Sim, pois trago para o erudito todas as referências que tive em Pernambuco, mas referências de outras realidades que não são aquelas ensinadas na universidade. Eu nunca quis ir para UFPE, porque iria estudar a música do século 17 da Europa. Se um europeu chegar no Recife e quiser aprender a música daqui, ele vai se deparar justamente com a mesma que ele aprende lá. Por que não levar o afro para dentro das salas de aula? Lá fora tem muita gente fazendo isso, de conservar os ritmos africanos e de observar esses fenômenos afro-americanos. O próprio jazz faz parte dessa tradição, mas agora existem outras pessoas pensando nessa força percussiva de acordo com a tradição de seu país.

Talvez não tenha sido justamente esse diferencial que tenha despertado atenção no exterior?
Depois que Rasif saiu por um selo britânico, a minha produtora (78 Rotações) conseguiu fechar uma agenda maravilhosa na Europa. Eu fiquei muito surpreso com os lugares cheios. Na Alemanha mesmo, um lugar tão frio, as pessoas poderiam ter um comportamento mais sério. Mas elas piraram. Eram pessoas de 50, 60 anos que me pediram bis quatro vezes! As pessoas não conhecem essa música pernambucana presente do meu jazz. O que foi disseminado do Brasil lá fora foi a bossa nova e o samba jazz.

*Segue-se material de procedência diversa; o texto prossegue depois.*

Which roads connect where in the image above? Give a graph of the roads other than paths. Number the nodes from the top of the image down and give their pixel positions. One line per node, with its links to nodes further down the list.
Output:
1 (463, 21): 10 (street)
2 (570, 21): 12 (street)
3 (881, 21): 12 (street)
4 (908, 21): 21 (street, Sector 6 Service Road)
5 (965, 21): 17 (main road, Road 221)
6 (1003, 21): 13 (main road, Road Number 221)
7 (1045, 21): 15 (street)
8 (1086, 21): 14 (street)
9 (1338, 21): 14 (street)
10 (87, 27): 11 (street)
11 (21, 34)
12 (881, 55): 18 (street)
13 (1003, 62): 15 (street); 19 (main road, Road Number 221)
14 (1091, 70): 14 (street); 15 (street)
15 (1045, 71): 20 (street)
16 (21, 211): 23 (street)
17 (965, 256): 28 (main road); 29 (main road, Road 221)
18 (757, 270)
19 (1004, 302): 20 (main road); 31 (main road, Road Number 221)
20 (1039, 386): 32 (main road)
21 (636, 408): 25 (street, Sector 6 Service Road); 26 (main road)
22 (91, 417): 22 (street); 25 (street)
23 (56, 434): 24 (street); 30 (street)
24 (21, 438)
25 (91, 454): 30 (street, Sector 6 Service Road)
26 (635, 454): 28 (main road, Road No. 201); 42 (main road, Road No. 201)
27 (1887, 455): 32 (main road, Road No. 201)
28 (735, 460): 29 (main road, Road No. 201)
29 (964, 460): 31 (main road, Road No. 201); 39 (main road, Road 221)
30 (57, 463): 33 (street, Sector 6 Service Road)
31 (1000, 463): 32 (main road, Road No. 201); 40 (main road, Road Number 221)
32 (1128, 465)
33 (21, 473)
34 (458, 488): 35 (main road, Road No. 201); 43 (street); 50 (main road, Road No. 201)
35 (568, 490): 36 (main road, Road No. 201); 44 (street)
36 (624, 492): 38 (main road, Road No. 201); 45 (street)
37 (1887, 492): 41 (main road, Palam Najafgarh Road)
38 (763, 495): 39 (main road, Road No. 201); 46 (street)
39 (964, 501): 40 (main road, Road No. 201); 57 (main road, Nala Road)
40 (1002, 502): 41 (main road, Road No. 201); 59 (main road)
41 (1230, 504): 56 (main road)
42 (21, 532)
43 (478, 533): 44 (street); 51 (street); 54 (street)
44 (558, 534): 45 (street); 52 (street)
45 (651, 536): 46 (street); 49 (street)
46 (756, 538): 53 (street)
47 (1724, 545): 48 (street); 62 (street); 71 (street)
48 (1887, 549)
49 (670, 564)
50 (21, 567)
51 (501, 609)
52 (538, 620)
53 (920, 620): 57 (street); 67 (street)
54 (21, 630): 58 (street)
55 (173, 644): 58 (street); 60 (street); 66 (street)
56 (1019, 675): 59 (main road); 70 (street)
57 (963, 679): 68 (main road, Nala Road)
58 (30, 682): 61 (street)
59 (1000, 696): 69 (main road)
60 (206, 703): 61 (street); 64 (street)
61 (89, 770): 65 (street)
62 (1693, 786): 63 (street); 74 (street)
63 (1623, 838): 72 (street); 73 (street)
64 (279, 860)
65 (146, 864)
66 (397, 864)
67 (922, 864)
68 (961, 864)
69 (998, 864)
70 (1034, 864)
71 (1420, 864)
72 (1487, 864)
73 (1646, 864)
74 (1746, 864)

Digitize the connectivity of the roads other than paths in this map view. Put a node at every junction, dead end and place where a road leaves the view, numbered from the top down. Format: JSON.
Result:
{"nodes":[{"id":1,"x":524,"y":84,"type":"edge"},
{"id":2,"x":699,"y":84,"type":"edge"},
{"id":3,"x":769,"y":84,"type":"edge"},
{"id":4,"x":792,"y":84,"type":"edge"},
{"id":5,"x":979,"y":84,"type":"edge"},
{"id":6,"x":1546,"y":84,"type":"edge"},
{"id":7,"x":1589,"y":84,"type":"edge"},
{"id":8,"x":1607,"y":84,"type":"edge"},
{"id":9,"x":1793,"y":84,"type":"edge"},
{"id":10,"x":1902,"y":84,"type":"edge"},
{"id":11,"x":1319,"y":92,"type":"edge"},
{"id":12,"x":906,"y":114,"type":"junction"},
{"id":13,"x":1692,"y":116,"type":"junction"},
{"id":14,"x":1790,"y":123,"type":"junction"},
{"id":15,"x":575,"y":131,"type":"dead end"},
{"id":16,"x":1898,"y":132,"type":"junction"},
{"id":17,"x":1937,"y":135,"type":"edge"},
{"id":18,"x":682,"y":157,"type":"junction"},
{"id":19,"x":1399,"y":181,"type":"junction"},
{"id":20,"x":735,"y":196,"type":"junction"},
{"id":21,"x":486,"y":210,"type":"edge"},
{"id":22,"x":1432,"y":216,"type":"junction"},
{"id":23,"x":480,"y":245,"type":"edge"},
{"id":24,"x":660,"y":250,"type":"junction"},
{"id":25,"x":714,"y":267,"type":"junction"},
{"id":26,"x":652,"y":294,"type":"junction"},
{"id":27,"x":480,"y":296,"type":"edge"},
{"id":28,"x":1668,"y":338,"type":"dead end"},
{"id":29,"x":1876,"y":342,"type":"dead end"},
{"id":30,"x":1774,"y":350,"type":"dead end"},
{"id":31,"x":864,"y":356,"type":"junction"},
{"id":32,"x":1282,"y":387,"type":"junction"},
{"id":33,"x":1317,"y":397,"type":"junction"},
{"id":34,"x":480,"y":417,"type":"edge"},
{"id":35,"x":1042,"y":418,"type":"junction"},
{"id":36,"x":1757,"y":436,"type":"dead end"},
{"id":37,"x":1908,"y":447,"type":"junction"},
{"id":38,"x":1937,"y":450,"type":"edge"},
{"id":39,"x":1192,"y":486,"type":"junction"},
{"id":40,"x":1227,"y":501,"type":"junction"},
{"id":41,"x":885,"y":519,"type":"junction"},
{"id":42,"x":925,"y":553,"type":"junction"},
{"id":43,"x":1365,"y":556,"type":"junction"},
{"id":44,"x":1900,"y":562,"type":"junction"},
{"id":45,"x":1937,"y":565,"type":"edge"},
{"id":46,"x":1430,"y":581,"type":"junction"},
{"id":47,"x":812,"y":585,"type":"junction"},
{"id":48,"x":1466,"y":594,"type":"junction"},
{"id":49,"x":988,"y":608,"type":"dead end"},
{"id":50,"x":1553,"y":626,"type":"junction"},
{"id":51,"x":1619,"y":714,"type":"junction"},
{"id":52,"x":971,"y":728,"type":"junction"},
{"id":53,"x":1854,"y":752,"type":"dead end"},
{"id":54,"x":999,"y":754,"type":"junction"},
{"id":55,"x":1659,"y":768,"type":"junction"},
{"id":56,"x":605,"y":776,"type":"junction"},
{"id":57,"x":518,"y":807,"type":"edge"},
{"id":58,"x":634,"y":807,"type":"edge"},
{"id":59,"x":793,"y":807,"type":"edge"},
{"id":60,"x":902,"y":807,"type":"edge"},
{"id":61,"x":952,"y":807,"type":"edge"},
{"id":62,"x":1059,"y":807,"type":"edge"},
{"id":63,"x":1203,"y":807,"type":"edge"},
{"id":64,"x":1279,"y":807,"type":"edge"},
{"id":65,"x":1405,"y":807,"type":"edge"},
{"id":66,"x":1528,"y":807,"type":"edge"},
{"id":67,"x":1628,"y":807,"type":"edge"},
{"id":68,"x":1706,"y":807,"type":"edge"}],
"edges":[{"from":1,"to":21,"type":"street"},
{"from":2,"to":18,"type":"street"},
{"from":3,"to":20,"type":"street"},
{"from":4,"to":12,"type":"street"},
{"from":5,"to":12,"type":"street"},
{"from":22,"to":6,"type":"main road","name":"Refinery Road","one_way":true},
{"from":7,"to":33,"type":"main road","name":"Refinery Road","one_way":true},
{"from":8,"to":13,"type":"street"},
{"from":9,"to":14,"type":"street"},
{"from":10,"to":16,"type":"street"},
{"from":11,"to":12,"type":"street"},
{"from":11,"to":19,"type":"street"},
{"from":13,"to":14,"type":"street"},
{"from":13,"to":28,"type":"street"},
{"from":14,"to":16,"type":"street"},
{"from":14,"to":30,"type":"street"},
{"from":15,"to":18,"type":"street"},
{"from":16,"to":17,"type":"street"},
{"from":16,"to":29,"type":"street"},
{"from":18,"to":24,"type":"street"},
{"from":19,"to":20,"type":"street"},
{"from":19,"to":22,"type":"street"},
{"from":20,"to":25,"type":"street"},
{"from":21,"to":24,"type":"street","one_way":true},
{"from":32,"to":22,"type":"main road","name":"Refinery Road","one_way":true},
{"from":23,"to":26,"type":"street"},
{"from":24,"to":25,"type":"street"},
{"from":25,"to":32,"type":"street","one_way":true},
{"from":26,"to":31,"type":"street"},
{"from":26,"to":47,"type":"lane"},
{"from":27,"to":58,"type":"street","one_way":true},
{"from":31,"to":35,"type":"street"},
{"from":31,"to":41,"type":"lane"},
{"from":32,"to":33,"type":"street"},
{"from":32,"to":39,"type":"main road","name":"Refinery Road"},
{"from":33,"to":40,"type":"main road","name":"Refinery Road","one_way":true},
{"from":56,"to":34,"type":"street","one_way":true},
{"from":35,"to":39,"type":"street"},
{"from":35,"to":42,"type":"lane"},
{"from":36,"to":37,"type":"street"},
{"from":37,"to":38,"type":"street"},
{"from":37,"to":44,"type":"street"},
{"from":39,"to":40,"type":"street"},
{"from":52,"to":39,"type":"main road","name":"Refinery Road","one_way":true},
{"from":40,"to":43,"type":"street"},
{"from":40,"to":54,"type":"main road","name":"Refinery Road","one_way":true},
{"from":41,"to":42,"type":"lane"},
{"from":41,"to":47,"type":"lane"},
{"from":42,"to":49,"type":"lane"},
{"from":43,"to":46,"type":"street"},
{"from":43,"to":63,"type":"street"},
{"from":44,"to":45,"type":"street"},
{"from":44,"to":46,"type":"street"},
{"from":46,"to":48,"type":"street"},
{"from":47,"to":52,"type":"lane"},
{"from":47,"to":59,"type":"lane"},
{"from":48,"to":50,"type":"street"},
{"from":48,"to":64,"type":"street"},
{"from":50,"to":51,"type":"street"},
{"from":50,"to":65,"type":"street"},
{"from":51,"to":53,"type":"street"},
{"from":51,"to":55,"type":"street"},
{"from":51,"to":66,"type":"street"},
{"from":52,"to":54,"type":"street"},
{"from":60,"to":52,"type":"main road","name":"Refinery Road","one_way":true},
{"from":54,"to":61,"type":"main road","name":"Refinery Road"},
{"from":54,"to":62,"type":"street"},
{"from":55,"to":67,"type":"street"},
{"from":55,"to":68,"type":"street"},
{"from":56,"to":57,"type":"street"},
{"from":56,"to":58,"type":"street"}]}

Por apostar no potencial afro-brasileiro, acredita que seu trabalho acaba tendo um cunho político ou social?
Uma das minhas maiores preocupações é levantar a bandeira, em vez de colocá-la na frente. Meu povo sofreu muito e tenho total consciência disso, mas quero que as pessoas escutem a minha música porque sou inteligente e sei o que estou fazendo. Com certeza existe um lado muito político no meu trabalho, basta ver o título de Sangue negro. Eu quero provar para as pessoas de periferia que amam a música que dá para você crescer se acreditar, com trabalho. É preciso que a gente dê o nosso passo. Eu mesmo quero muito ser alguém, ter um nome e inspirar outros. No show que fiz no Rec-Beat no carnaval deste ano, vi muita gente de Nova Descoberta. Um baiano me mandou uma mensagem dizendo que ficou feliz, porque além de gostar da música, eu também sou negro e nordestino. Isso é motivo de orgulho.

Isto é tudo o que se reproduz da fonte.